Task directions
Would you write out the entries that follow word for word, omitting any images?

Exercise data
+ + + + + + +
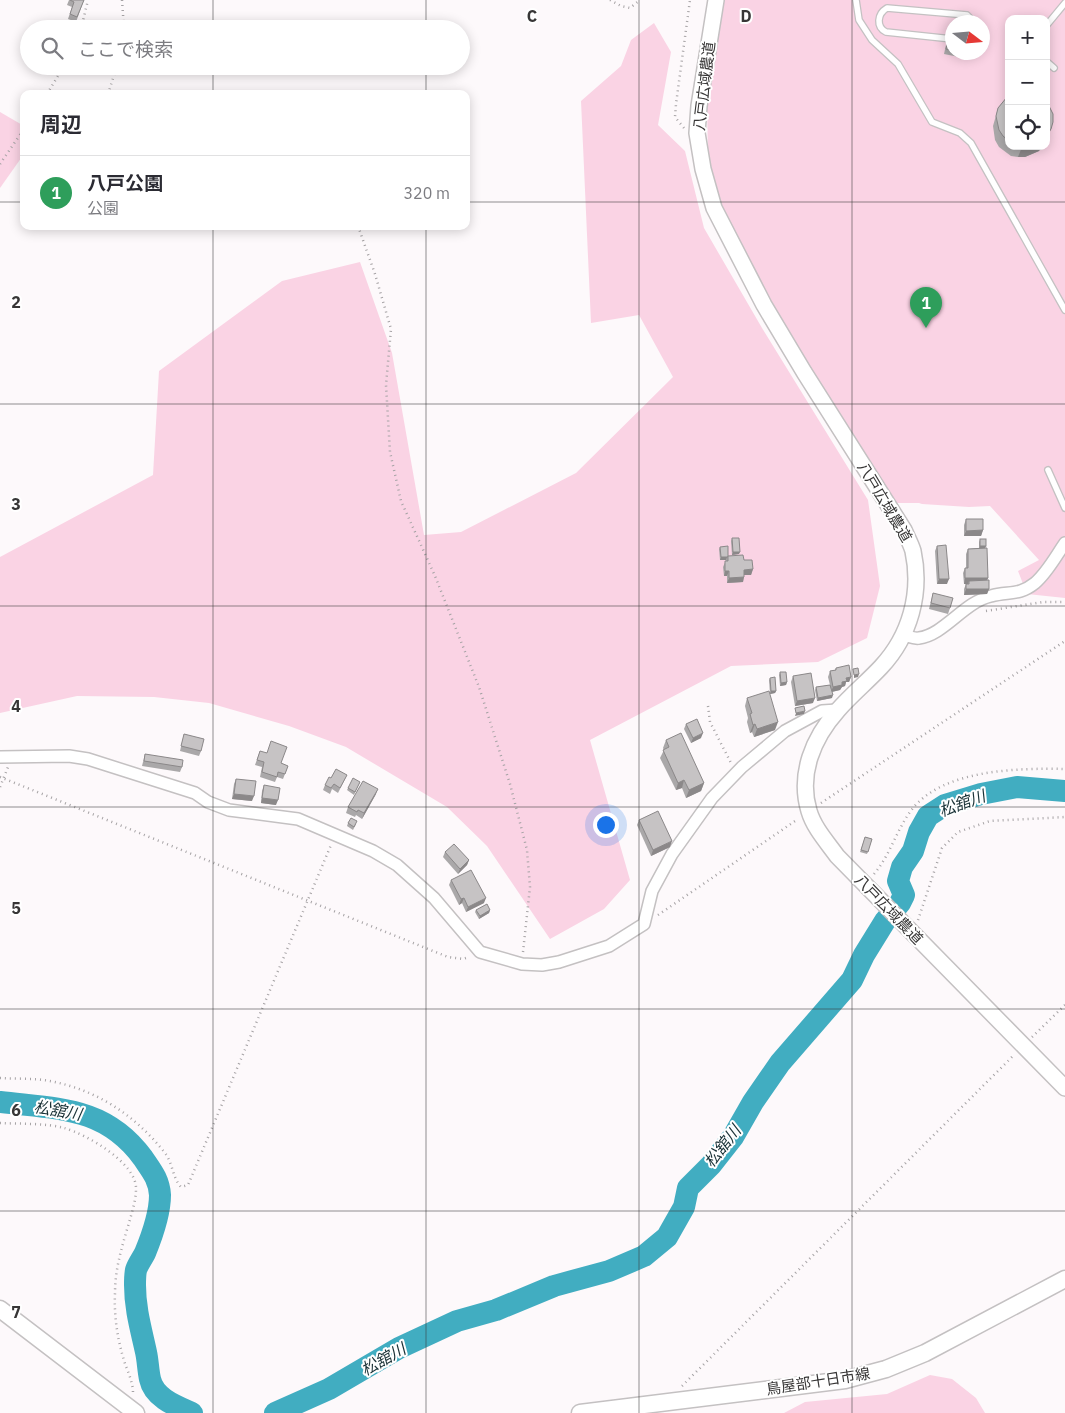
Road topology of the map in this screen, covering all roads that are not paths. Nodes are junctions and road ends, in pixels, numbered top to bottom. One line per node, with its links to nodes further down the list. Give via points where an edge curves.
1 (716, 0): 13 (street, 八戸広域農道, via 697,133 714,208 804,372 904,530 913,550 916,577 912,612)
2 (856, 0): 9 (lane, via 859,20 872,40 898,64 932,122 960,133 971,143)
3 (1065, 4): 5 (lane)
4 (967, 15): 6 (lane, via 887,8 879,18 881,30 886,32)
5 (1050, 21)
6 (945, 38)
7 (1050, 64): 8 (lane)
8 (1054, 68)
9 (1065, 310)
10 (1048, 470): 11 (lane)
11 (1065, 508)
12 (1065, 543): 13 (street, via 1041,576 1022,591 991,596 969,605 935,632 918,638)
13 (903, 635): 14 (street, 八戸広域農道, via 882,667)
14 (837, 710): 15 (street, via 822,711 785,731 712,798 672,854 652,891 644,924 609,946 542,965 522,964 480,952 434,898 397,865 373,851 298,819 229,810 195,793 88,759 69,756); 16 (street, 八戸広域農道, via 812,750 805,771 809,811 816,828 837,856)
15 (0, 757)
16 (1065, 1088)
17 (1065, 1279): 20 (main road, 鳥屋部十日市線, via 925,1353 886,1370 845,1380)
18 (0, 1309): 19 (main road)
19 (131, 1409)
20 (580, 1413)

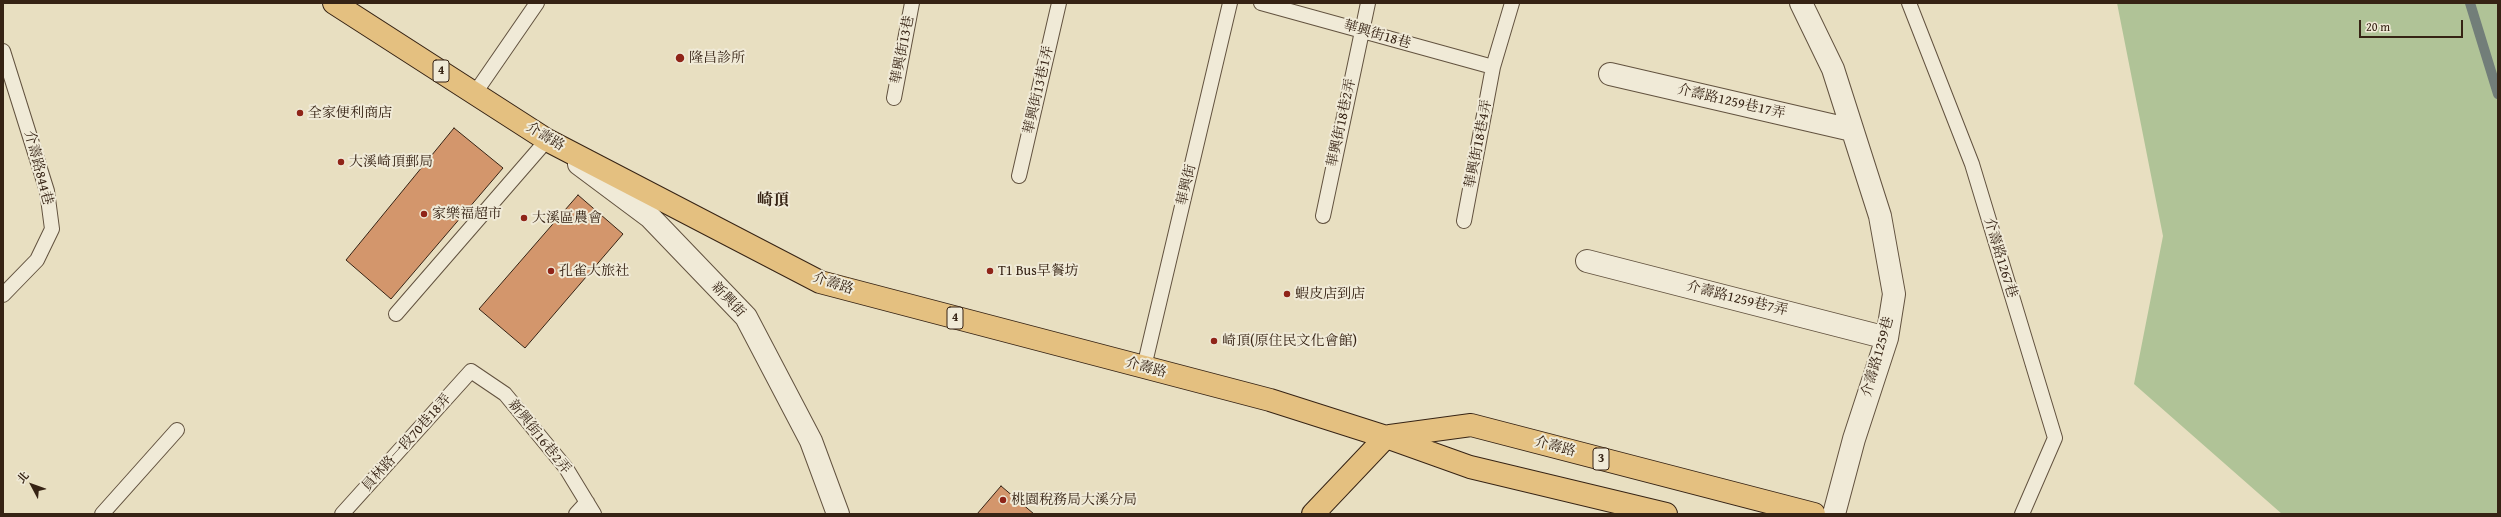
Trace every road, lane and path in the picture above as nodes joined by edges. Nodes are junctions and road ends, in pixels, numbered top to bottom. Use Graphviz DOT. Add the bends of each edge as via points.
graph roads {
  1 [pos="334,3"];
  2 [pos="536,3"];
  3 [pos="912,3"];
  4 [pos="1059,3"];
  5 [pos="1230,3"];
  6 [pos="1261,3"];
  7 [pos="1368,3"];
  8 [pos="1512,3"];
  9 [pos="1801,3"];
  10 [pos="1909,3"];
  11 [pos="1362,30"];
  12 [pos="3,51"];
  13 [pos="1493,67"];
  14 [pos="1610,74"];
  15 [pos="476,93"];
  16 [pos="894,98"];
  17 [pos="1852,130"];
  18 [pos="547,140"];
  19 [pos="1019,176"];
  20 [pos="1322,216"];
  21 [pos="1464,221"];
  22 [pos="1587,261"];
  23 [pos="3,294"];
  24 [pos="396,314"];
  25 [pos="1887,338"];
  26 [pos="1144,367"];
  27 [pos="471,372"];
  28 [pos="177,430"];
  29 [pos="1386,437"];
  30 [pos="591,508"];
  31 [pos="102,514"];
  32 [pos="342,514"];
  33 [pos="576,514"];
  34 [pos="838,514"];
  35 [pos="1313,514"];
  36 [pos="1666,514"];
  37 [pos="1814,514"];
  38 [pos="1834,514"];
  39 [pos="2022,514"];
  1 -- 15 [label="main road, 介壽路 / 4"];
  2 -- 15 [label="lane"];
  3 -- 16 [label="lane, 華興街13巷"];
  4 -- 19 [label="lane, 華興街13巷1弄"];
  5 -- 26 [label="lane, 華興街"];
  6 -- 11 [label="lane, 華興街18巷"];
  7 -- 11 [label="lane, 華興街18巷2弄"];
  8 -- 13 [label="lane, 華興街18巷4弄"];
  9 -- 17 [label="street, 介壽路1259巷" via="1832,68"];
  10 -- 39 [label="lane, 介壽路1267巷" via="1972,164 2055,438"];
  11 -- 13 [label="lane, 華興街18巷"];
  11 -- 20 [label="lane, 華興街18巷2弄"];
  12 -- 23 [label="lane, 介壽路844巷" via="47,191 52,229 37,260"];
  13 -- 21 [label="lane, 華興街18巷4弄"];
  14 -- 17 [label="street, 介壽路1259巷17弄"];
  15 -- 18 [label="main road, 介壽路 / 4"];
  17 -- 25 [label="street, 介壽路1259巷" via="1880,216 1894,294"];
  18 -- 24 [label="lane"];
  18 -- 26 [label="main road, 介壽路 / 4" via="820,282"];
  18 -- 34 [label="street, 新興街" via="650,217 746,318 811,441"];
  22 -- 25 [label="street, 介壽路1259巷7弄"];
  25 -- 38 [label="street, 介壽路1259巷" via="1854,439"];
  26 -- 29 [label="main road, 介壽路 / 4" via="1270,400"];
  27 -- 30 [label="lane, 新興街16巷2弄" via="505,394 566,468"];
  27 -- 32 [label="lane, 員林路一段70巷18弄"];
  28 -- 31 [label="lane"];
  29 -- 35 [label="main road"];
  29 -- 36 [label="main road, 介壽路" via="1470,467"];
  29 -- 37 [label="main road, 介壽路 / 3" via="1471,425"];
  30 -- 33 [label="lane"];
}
+ + + + + + +
Expected answer
Road topology of the map in this screen, covering all roads that are not paths. Nodes are junctions and road ends, in pixels, numbered top to bottom. One line per node, with its links to nodes further down the list. Give via points where an edge curves.
1 (716, 0): 13 (street, 八戸広域農道, via 697,133 714,208 804,372 904,530 913,550 916,577 912,612)
2 (856, 0): 9 (lane, via 859,20 872,40 898,64 932,122 960,133 971,143)
3 (1065, 4): 5 (lane)
4 (967, 15): 6 (lane, via 887,8 879,18 881,30 886,32)
5 (1050, 21)
6 (945, 38)
7 (1050, 64): 8 (lane)
8 (1054, 68)
9 (1065, 310)
10 (1048, 470): 11 (lane)
11 (1065, 508)
12 (1065, 543): 13 (street, via 1041,576 1022,591 991,596 969,605 935,632 918,638)
13 (903, 635): 14 (street, 八戸広域農道, via 882,667)
14 (837, 710): 15 (street, via 822,711 785,731 712,798 672,854 652,891 644,924 609,946 542,965 522,964 480,952 434,898 397,865 373,851 298,819 229,810 195,793 88,759 69,756); 16 (street, 八戸広域農道, via 812,750 805,771 809,811 816,828 837,856)
15 (0, 757)
16 (1065, 1088)
17 (1065, 1279): 20 (main road, 鳥屋部十日市線, via 925,1353 886,1370 845,1380)
18 (0, 1309): 19 (main road)
19 (131, 1409)
20 (580, 1413)

Trace every road, lane and path in the picture above as nodes joined by edges. Nodes are junctions and road ends, in pixels, numbered top to bottom. Use Graphviz DOT. Add the bends of each edge as via points.
graph roads {
  1 [pos="334,3"];
  2 [pos="536,3"];
  3 [pos="912,3"];
  4 [pos="1059,3"];
  5 [pos="1230,3"];
  6 [pos="1261,3"];
  7 [pos="1368,3"];
  8 [pos="1512,3"];
  9 [pos="1801,3"];
  10 [pos="1909,3"];
  11 [pos="1362,30"];
  12 [pos="3,51"];
  13 [pos="1493,67"];
  14 [pos="1610,74"];
  15 [pos="476,93"];
  16 [pos="894,98"];
  17 [pos="1852,130"];
  18 [pos="547,140"];
  19 [pos="1019,176"];
  20 [pos="1322,216"];
  21 [pos="1464,221"];
  22 [pos="1587,261"];
  23 [pos="3,294"];
  24 [pos="396,314"];
  25 [pos="1887,338"];
  26 [pos="1144,367"];
  27 [pos="471,372"];
  28 [pos="177,430"];
  29 [pos="1386,437"];
  30 [pos="591,508"];
  31 [pos="102,514"];
  32 [pos="342,514"];
  33 [pos="576,514"];
  34 [pos="838,514"];
  35 [pos="1313,514"];
  36 [pos="1666,514"];
  37 [pos="1814,514"];
  38 [pos="1834,514"];
  39 [pos="2022,514"];
  1 -- 15 [label="main road, 介壽路 / 4"];
  2 -- 15 [label="lane"];
  3 -- 16 [label="lane, 華興街13巷"];
  4 -- 19 [label="lane, 華興街13巷1弄"];
  5 -- 26 [label="lane, 華興街"];
  6 -- 11 [label="lane, 華興街18巷"];
  7 -- 11 [label="lane, 華興街18巷2弄"];
  8 -- 13 [label="lane, 華興街18巷4弄"];
  9 -- 17 [label="street, 介壽路1259巷" via="1832,68"];
  10 -- 39 [label="lane, 介壽路1267巷" via="1972,164 2055,438"];
  11 -- 13 [label="lane, 華興街18巷"];
  11 -- 20 [label="lane, 華興街18巷2弄"];
  12 -- 23 [label="lane, 介壽路844巷" via="47,191 52,229 37,260"];
  13 -- 21 [label="lane, 華興街18巷4弄"];
  14 -- 17 [label="street, 介壽路1259巷17弄"];
  15 -- 18 [label="main road, 介壽路 / 4"];
  17 -- 25 [label="street, 介壽路1259巷" via="1880,216 1894,294"];
  18 -- 24 [label="lane"];
  18 -- 26 [label="main road, 介壽路 / 4" via="820,282"];
  18 -- 34 [label="street, 新興街" via="650,217 746,318 811,441"];
  22 -- 25 [label="street, 介壽路1259巷7弄"];
  25 -- 38 [label="street, 介壽路1259巷" via="1854,439"];
  26 -- 29 [label="main road, 介壽路 / 4" via="1270,400"];
  27 -- 30 [label="lane, 新興街16巷2弄" via="505,394 566,468"];
  27 -- 32 [label="lane, 員林路一段70巷18弄"];
  28 -- 31 [label="lane"];
  29 -- 35 [label="main road"];
  29 -- 36 [label="main road, 介壽路" via="1470,467"];
  29 -- 37 [label="main road, 介壽路 / 3" via="1471,425"];
  30 -- 33 [label="lane"];
}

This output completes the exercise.